Rachland mengatakan Megawati adalah seorang pendekar reformasi. 

Ia mengapresiasi turunnya tingkat kemiskinan di masa pemerintahan Mega sebagai presiden.

"Ibu Mega sendiri adalah pendekar reformasi. Dan kalau mau jujur, prestasi pemerintahannya, meski hanya singkat, sebenarnya melebihi prestasi Pak Jokowi, misalnya dalam menurunkan debt to equity ratio dan angka kemiskinan," ujar Rachland.

Meski demikian Rachland merinci beberapa faktor yang membuat Mega kalah suara dari SBY. 

Selain masyarakat yang masih ditawan unsur patriarki, Mega juga dinilai terlalu percaya diri.

"Tapi beliau, Ibu Megawati, lahir melampaui zamannya. Meski misalnya beliau mampu menjadi Presiden yang hebat, rakyat Indonesia yang masih ditawan oleh kultur patriarkis belum siap menerimanya. Sayang sekali, memang," kata Rachland.

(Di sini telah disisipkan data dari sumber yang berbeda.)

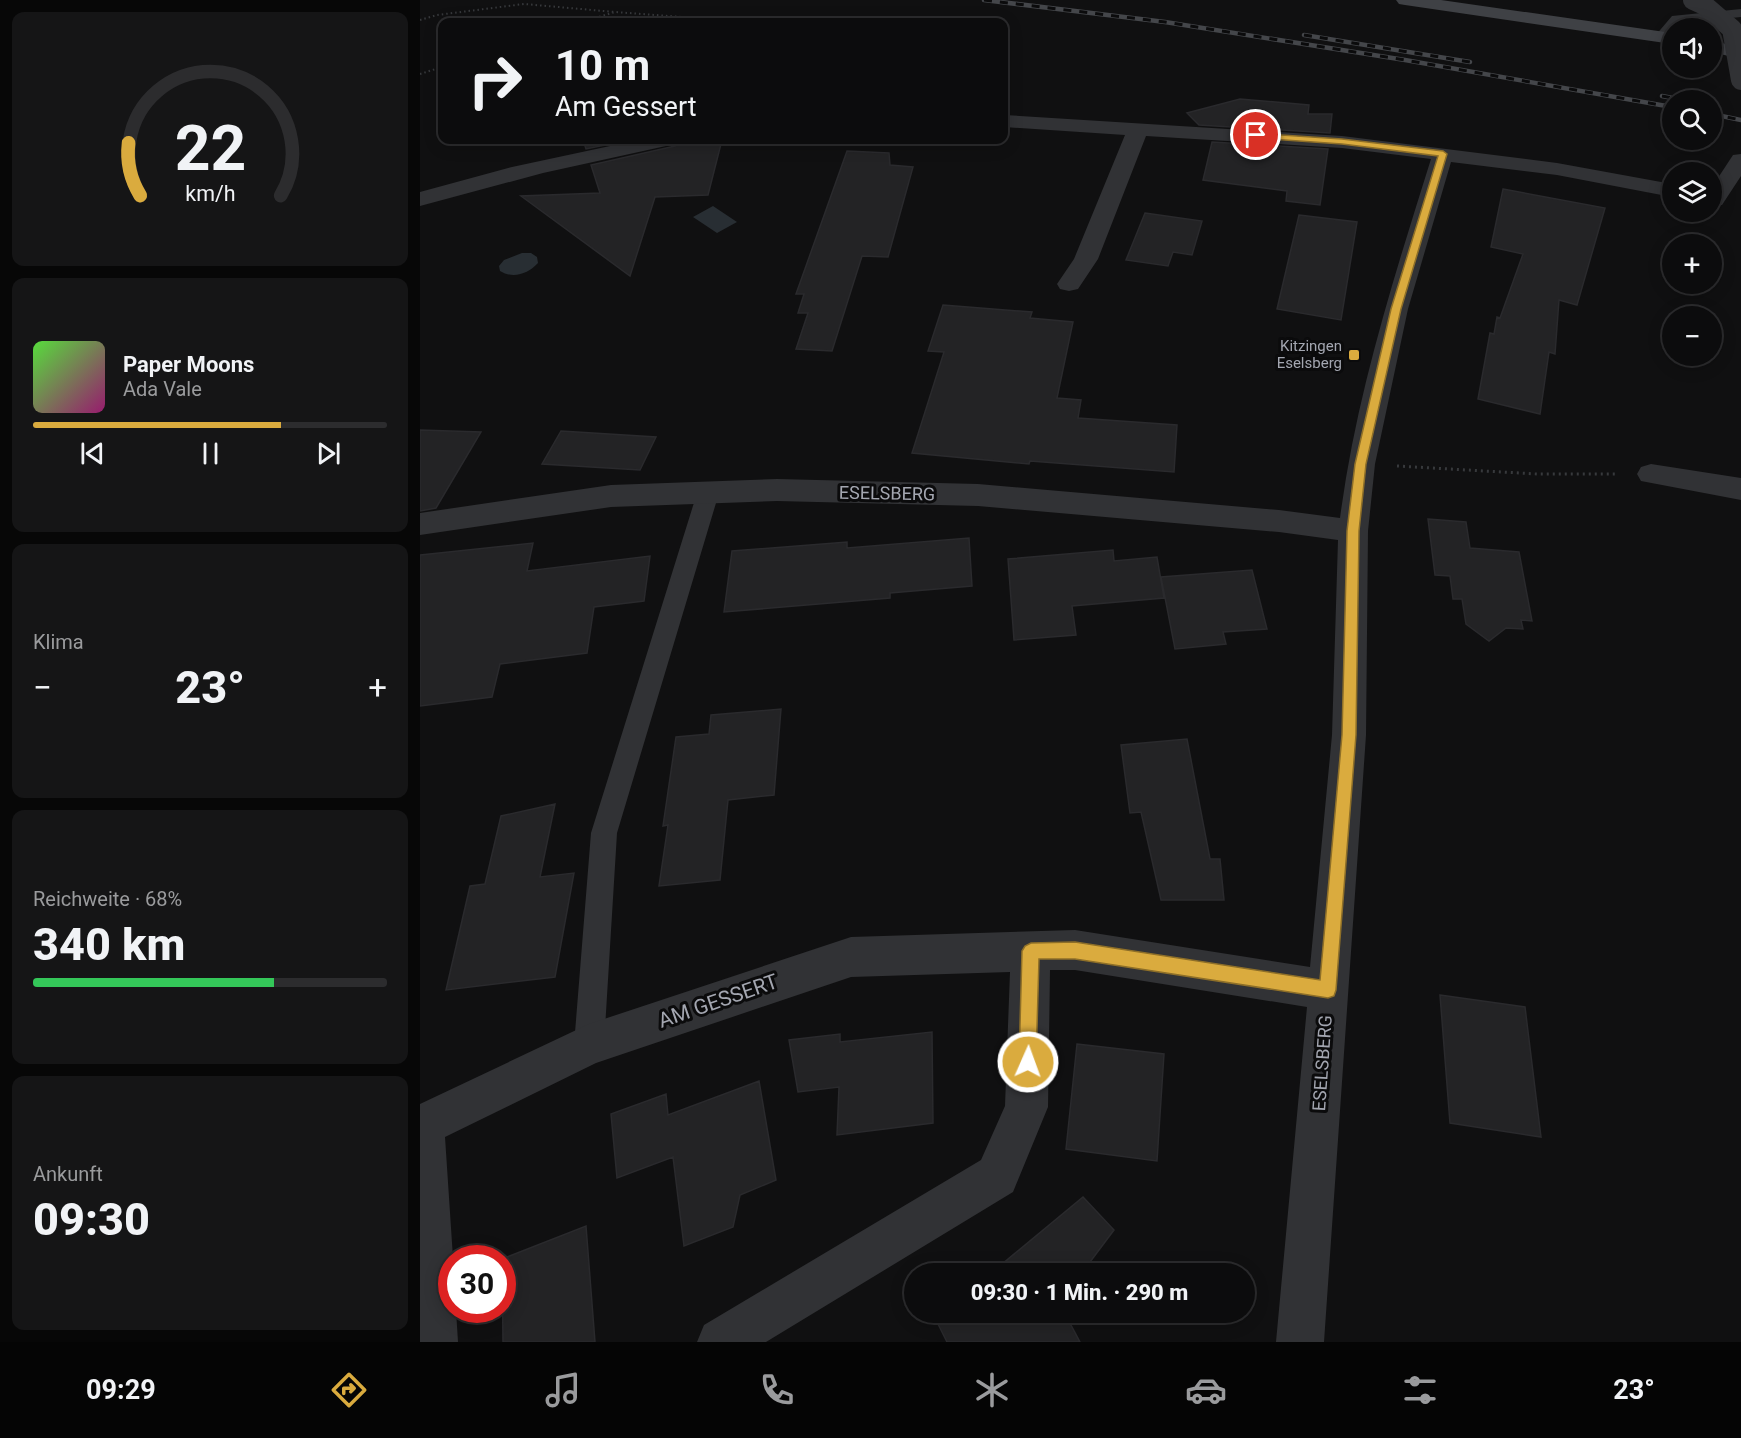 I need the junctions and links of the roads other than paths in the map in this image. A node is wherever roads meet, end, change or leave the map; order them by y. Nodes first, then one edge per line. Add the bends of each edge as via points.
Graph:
1 (1693, 0) edge
2 (1414, 1) edge
3 (1741, 13) edge
4 (1688, 18) edge
5 (1662, 37) edge
6 (1722, 49) edge
7 (1741, 53) edge
8 (1741, 80) edge
9 (1008, 120) edge
10 (1138, 129) junction
11 (646, 144) edge
12 (1443, 154) junction
13 (1741, 160) edge
14 (1662, 188) edge
15 (1722, 196) edge
16 (420, 199) edge
17 (1069, 284) dead end
18 (1651, 474) road end
19 (1741, 489) edge
20 (708, 493) junction
21 (420, 524) edge
22 (1353, 531) junction
23 (1031, 951) junction
24 (1328, 990) junction
25 (589, 1045) junction
26 (422, 1126) edge
27 (434, 1342) edge
28 (721, 1342) edge
29 (1300, 1342) edge

1 - 8 street, bridge via 1732,29
2 - 5 main road
3 - 4 lane
6 - 7 main road
9 - 10 street
10 - 12 street via 1342,142
10 - 17 street via 1086,259
11 - 16 street via 482,180
12 - 14 street
12 - 22 street, ESELSBERG via 1396,309 1360,464
13 - 15 street
18 - 19 street
20 - 21 street, ESELSBERG via 611,496
20 - 22 street, ESELSBERG via 777,490 978,495
20 - 25 lane via 604,833
22 - 24 street, ESELSBERG via 1349,735
23 - 24 street, AM GESSERT via 1075,950
23 - 25 street, AM GESSERT via 851,957
23 - 28 street via 1026,1107 997,1176
24 - 29 street, ESELSBERG
25 - 26 street, AM GESSERT
26 - 27 street, AM GESSERT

"Hal lain yang membuat beliau kalah adalah rasa percaya diri yang terlalu besar. Kebanggaan beliau sebagai putri dari Soekarno, Presiden pertama RI dan Pahlawan Nasional, yang kerap beliau sampaikan dalam berbagai cara, namun selalu dengan terlalu berterus terang, telah sedemikian rupa menghasilkan persepsi keliru yang kuat di kalangan masyarakat," sambungnya.

Rachland menilai dengan anggapan itu, publik akan menilai Mega dan partainya seperti memiliki Indonesia. 

Ia menyebut Mega dan PDIP seolah-olah yang mengatur sendiri jalannya pemerintah tanpa melibatkan banyak pihak.

"Yakni, seolah-olah Ibu Mega dan PDIP sombong, merasa 'paling' sendiri, paling Pancasila, misalnya, dan tidak membutuhkan kerjasama dengan pihak lain," ucap Rachland.

"Lebih dari itu, Ibu Mega dan PDIP dinilai seolah-olah memperlakukan Indonesia sebagai pekarangan dari rumah pribadinya, yang bisa beliau atur-atur sendiri," imbuhnya.

Rachland mengatakan persepsi Megawati dan PDIP yang merasa paling sendiri bisa saja sudah mengakar di masyarakat. 

Meski belum benar kebenarannya, tetapi bisa saja saat itu publik ingin memilih pemimpin asalkan bukan PDIP.

"Tentu saja persepsi ini belum tentu benar. Tapi sebagai fakta sosial, persepsi itu hidup dan tidak bisa diremehkan. Malah bisa mengundang sentimen 'Asal Bukan Merah', dalam Pemilu mendatang," katanya.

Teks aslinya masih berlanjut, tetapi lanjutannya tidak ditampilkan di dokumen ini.